*EXERCISE PROMPT*.
Go through the lines below and copy each one that holds the string "Write".

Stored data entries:
————

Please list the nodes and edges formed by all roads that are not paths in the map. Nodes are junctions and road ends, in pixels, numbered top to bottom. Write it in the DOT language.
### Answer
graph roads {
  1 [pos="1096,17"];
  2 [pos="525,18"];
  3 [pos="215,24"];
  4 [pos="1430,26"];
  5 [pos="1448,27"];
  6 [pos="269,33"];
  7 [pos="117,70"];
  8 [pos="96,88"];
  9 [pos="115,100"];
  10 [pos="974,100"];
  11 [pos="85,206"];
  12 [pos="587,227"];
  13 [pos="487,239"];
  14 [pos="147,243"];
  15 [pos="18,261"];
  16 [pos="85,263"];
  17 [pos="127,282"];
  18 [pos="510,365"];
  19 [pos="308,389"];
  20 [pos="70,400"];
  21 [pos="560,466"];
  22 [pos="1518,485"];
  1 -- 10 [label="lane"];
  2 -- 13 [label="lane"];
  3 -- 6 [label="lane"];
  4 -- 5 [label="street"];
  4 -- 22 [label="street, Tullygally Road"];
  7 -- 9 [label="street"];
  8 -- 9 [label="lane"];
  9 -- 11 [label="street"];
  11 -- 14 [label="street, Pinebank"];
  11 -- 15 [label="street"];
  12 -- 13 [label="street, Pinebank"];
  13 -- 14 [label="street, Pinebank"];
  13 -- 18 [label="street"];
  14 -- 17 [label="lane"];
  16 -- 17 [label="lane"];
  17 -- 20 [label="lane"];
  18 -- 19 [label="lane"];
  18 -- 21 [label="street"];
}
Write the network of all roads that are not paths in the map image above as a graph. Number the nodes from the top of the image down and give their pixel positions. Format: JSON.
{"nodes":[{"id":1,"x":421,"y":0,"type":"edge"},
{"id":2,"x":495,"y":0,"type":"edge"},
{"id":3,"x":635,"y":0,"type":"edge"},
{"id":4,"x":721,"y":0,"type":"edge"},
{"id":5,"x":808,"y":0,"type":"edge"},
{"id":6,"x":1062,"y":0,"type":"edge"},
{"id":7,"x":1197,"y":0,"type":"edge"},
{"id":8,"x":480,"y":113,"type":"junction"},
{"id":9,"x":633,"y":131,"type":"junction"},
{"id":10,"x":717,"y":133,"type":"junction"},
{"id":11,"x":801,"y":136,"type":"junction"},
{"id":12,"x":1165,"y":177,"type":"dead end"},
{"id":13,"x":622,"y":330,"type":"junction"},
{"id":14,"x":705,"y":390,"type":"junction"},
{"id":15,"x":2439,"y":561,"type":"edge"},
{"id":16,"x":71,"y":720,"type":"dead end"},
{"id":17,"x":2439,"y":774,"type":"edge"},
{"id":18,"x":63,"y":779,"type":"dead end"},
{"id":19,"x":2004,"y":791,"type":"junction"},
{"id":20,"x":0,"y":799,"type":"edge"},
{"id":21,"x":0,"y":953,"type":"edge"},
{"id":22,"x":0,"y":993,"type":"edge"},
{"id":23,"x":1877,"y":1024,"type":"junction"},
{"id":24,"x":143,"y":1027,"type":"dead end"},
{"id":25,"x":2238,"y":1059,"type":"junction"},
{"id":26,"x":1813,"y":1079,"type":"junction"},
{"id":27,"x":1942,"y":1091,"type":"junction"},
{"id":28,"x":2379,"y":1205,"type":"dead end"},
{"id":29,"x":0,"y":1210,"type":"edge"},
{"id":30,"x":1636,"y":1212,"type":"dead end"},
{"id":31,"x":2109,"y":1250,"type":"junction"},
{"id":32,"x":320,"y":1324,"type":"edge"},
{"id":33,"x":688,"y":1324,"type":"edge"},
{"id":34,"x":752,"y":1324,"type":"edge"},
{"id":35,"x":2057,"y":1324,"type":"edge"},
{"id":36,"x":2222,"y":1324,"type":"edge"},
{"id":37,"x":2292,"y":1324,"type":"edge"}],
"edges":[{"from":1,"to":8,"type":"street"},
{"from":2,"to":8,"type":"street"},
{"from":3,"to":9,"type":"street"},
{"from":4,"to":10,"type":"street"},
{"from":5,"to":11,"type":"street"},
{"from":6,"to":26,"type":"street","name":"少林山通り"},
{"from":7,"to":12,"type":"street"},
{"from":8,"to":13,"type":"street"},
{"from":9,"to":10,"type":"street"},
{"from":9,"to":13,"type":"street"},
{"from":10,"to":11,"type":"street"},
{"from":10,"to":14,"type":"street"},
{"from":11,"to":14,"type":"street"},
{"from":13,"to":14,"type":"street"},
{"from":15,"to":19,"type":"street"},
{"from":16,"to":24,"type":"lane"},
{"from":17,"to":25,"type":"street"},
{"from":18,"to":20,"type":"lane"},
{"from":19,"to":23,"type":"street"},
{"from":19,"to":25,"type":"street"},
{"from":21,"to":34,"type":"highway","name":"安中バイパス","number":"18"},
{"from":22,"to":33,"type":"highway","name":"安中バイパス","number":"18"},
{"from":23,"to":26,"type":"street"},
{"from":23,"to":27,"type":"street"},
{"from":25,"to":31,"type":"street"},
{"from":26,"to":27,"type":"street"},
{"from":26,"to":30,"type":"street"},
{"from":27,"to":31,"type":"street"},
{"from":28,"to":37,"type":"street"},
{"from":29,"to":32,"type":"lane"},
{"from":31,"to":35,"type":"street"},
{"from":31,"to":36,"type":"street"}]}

————

*RESULT OF THE TASK*.
Please list the nodes and edges formed by all roads that are not paths in the map. Nodes are junctions and road ends, in pixels, numbered top to bottom. Write it in the DOT language.
Write the network of all roads that are not paths in the map image above as a graph. Number the nodes from the top of the image down and give their pixel positions. Format: JSON.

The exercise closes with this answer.